Ia mengakui selama debat berlangsung, beberapa program kerja alternatif sempat ditawarkan kedua pasangan cagub dan cawagub itu. Namun, program yang ditawarkan dipandang tak rasional untuk diterapkan.
Haris mencontohkan, program usulan pembuatan kampung apung yang dimiliki Agus-Sylvi sebagai salah satu kegiatan tak rasional. Namun, sayangnya tak ada penjelasan detail ihwal konsep tersebut saat debat I diselenggarakan pekan lalu.
"Padahal yang dibutuhkan (untuk mengatasi banjir) adalah, apakah sungai Ciliwung ditutup saja dan dipindahkan ke tempat lain? Atau misal dibuat kanal? Atau apalah," kata dia.
Haris melanjutkan, "dulu juga saat zaman Fauzi Bowo sudah dimulai gagasan pembangunan danau-danau untuk mewadahi Ciliwung sebelum sampai ke laut. Nah, ini tidak muncul di paslon penantang nomor satu dan tiga."
Peta pemenang debat Pilkada dapat berubah di acara serupa yang akan diselenggarakan 27 Januari dan 10 Februari mendatang. Namun, kata Haris, perubahan dapat muncul jika masing-masing peserta Pilkada belajar dari debat yang sudah terselenggara pekan lalu
Pandangan lain diberikan Direktur Populi Center Usep S Ahyar. Menurutnya, ada tiga hal yang menentukan penilaian debat terbuka pada Pilkada. Ketiga hal tersebut adalah substansi, penampilan, dan perilaku pemilih.
Usep memandang, substansi gagasan yang dibawa peserta Pilkada mampu mempengaruhi pilihan pemilih rasional. Sementara, penampilan yang menarik dari peserta Pilkada juga penting untuk menjadi bahan pertimbangan pemilih.

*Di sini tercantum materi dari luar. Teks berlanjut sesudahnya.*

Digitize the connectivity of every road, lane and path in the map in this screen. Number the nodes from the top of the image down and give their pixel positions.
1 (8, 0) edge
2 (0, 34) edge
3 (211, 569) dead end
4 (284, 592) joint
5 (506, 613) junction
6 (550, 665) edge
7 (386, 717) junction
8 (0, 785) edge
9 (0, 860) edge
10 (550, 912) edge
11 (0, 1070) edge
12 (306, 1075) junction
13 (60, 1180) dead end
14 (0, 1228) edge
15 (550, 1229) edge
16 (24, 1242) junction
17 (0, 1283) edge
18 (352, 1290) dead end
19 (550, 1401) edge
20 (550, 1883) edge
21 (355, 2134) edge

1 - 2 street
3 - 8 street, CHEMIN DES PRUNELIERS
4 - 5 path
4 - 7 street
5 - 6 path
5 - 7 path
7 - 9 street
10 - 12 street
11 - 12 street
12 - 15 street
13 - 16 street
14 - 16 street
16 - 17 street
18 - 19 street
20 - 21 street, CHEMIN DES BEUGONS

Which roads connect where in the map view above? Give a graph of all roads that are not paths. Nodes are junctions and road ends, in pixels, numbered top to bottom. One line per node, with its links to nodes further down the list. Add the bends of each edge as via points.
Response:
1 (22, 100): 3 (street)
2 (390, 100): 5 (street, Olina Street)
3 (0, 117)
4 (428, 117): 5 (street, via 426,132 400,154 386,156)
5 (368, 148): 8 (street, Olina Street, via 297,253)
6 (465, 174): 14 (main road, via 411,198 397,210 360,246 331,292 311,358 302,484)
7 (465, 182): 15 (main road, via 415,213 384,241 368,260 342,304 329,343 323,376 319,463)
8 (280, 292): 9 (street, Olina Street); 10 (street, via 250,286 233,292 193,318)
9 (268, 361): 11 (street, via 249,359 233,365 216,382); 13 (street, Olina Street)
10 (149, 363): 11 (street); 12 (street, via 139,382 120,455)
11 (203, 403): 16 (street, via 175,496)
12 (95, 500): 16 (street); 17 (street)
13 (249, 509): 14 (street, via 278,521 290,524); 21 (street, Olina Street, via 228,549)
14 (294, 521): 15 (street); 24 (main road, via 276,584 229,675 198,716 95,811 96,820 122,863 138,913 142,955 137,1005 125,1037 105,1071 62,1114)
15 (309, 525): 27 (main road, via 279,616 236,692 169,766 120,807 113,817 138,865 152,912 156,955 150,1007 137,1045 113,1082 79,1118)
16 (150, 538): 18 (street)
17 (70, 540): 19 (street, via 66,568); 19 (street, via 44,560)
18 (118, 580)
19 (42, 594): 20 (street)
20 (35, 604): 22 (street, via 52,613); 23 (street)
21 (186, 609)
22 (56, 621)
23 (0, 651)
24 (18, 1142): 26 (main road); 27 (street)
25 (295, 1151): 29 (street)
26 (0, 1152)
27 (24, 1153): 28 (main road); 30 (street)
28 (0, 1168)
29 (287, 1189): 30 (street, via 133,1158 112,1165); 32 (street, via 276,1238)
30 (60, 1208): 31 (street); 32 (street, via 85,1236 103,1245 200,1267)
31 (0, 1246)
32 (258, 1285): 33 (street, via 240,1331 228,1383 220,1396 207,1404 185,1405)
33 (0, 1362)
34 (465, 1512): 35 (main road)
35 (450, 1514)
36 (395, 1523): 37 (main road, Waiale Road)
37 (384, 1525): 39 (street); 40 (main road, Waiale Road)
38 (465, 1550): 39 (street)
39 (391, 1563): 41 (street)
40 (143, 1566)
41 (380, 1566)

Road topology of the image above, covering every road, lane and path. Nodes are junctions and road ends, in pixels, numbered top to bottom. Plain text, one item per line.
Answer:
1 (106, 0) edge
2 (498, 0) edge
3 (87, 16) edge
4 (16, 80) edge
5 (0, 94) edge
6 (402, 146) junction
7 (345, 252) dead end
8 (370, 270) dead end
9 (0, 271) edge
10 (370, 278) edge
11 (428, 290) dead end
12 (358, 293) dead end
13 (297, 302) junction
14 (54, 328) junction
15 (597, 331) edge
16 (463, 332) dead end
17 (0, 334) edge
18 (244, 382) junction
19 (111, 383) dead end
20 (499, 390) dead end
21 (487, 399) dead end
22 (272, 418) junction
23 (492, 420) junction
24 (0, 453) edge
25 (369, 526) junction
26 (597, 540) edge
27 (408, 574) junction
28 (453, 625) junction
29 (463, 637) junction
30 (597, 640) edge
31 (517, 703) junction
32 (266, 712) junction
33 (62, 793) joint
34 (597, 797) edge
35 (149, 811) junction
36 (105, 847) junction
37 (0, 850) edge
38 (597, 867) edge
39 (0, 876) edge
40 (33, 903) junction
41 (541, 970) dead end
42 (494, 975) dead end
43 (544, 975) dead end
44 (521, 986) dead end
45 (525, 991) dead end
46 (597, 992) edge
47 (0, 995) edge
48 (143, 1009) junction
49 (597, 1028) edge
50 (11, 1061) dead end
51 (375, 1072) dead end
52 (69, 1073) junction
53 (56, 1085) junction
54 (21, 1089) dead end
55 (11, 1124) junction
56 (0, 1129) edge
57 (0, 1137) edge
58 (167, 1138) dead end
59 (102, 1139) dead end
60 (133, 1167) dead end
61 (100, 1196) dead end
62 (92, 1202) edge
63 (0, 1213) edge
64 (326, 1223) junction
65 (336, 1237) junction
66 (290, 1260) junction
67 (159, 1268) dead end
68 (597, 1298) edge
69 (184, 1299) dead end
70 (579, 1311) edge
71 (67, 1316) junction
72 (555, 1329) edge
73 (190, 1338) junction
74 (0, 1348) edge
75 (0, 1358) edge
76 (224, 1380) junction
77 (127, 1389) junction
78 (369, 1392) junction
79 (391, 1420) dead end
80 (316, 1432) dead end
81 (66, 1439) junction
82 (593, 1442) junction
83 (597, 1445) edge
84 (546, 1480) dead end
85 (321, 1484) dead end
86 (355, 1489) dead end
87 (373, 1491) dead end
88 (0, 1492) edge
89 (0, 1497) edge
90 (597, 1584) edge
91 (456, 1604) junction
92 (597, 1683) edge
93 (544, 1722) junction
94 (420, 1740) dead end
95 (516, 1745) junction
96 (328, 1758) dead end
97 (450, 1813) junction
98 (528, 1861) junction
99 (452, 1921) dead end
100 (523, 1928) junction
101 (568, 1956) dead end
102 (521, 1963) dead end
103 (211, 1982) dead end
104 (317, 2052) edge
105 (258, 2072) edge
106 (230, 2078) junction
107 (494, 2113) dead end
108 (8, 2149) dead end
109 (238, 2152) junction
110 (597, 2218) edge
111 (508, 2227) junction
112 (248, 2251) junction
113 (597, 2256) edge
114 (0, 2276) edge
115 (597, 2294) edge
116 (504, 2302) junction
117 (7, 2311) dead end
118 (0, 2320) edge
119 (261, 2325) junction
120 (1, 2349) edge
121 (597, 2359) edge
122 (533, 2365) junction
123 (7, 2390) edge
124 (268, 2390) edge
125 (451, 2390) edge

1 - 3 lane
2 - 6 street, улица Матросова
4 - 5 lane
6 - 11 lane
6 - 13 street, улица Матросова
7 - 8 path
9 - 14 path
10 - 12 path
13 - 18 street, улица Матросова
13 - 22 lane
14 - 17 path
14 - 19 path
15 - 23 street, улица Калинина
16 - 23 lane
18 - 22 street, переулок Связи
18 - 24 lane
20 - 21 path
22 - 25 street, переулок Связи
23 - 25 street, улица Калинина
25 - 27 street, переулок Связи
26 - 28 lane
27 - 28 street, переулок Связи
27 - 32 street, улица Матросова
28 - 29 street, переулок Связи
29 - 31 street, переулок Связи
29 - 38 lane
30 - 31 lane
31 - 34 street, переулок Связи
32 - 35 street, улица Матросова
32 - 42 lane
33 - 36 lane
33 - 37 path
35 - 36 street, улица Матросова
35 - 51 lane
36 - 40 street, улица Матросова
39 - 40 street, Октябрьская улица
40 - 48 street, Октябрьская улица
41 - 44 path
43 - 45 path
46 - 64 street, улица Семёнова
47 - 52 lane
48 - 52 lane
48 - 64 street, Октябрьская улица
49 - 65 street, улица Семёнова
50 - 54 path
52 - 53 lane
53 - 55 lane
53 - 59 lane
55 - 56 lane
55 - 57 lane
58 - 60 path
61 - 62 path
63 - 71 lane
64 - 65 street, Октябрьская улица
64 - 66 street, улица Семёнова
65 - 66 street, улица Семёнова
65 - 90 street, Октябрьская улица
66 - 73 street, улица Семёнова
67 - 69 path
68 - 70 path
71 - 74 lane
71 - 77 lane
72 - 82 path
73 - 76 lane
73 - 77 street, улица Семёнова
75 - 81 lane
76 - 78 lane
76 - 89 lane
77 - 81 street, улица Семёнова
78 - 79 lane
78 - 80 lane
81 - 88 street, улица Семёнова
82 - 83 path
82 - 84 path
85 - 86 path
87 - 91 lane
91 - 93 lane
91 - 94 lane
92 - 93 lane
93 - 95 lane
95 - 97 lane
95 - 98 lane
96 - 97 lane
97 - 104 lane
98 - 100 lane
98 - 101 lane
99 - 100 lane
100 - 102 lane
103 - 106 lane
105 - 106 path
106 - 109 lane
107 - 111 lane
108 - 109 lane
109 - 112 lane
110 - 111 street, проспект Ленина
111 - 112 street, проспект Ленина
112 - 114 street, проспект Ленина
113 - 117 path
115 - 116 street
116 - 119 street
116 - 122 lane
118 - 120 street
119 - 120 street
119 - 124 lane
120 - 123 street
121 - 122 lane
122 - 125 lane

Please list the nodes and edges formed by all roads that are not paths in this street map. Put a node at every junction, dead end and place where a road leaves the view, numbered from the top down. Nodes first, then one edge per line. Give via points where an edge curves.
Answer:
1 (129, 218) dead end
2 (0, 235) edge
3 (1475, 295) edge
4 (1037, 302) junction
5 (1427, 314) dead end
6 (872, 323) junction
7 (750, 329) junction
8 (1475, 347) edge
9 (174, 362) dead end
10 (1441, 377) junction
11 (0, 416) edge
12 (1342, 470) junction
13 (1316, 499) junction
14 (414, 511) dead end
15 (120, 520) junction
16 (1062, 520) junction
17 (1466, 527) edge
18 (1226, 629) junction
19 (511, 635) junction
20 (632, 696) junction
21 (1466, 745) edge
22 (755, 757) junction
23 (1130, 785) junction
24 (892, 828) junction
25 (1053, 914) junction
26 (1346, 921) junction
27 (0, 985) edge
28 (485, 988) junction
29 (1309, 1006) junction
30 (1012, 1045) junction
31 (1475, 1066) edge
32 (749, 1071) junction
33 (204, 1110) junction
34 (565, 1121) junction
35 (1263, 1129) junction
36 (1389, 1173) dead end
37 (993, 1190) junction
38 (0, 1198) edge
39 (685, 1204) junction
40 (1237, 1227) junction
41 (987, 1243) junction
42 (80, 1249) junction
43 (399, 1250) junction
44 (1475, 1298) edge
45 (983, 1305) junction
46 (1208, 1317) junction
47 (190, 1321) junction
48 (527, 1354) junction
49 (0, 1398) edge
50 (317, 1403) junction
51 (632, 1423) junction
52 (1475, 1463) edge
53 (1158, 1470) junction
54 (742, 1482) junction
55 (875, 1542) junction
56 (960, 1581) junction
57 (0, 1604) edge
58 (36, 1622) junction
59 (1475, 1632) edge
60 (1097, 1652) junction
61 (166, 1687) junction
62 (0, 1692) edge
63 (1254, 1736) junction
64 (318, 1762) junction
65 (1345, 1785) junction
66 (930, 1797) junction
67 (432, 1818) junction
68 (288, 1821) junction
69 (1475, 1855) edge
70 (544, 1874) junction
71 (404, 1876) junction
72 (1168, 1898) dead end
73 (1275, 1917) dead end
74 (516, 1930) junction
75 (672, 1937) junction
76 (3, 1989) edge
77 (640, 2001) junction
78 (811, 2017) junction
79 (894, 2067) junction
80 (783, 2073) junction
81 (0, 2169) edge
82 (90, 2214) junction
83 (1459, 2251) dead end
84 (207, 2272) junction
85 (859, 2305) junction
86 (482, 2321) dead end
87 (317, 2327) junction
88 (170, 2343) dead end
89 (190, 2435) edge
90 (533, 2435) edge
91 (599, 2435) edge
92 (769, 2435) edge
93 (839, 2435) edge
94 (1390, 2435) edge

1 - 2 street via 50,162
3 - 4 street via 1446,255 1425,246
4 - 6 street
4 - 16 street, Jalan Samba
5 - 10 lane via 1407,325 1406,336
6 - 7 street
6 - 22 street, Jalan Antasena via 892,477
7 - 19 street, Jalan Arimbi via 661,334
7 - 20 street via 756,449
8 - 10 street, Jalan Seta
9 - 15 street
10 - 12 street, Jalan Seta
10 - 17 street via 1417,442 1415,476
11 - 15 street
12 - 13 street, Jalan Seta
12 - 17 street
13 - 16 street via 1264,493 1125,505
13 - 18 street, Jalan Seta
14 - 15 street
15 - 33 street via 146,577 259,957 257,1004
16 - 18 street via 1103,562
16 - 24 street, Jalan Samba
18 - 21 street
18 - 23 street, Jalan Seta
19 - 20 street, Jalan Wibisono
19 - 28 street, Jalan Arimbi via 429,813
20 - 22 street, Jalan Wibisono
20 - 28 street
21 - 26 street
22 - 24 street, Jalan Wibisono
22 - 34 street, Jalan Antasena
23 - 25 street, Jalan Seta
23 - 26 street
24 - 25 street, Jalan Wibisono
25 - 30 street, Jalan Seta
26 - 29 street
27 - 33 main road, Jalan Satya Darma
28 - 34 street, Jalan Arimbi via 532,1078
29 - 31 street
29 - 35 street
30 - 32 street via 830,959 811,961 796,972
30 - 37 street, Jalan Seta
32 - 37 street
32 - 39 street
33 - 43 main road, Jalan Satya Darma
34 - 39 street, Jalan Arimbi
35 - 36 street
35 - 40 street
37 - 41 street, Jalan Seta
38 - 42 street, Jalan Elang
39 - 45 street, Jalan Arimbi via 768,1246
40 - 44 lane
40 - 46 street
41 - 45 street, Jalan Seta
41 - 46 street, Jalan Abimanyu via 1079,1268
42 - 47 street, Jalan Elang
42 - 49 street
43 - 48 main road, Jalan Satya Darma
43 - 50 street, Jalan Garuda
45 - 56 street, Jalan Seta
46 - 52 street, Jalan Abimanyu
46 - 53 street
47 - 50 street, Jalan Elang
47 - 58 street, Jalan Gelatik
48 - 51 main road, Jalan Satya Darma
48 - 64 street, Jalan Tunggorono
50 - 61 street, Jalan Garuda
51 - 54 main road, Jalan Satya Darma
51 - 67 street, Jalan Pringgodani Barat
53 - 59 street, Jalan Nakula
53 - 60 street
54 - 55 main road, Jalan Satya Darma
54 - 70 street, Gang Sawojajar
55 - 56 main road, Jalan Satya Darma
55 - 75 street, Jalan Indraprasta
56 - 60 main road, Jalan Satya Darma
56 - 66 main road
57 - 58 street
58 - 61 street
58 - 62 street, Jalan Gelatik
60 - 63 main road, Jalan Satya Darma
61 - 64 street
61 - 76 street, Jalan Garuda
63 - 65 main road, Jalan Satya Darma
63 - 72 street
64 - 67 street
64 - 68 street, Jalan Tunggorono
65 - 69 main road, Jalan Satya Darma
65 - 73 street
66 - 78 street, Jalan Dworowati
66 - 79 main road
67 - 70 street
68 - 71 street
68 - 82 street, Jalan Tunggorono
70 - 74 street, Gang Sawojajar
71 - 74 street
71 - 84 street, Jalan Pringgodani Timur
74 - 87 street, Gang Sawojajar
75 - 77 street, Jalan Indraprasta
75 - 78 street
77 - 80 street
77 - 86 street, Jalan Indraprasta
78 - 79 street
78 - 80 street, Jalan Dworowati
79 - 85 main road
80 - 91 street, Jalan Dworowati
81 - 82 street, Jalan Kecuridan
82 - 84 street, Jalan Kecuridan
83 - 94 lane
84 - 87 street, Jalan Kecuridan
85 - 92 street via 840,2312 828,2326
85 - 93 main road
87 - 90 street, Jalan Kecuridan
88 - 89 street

Namun, Usep melihat faktor substansi dan penampilan tak akan bisa mempengaruhi preferensi pemilih loyal. Menurutnya, hingga Desember 2016 ada 66 persen pemilih loyal yang terdata berdasarkan survei internal lembaganya.
"Kalau pemilihnya
loyal voters itu justru malah menutup objektifitasnya. Jadi, bagi
loyal voters sebagus apapun debat akan menjadi ledekan," tutur Usep.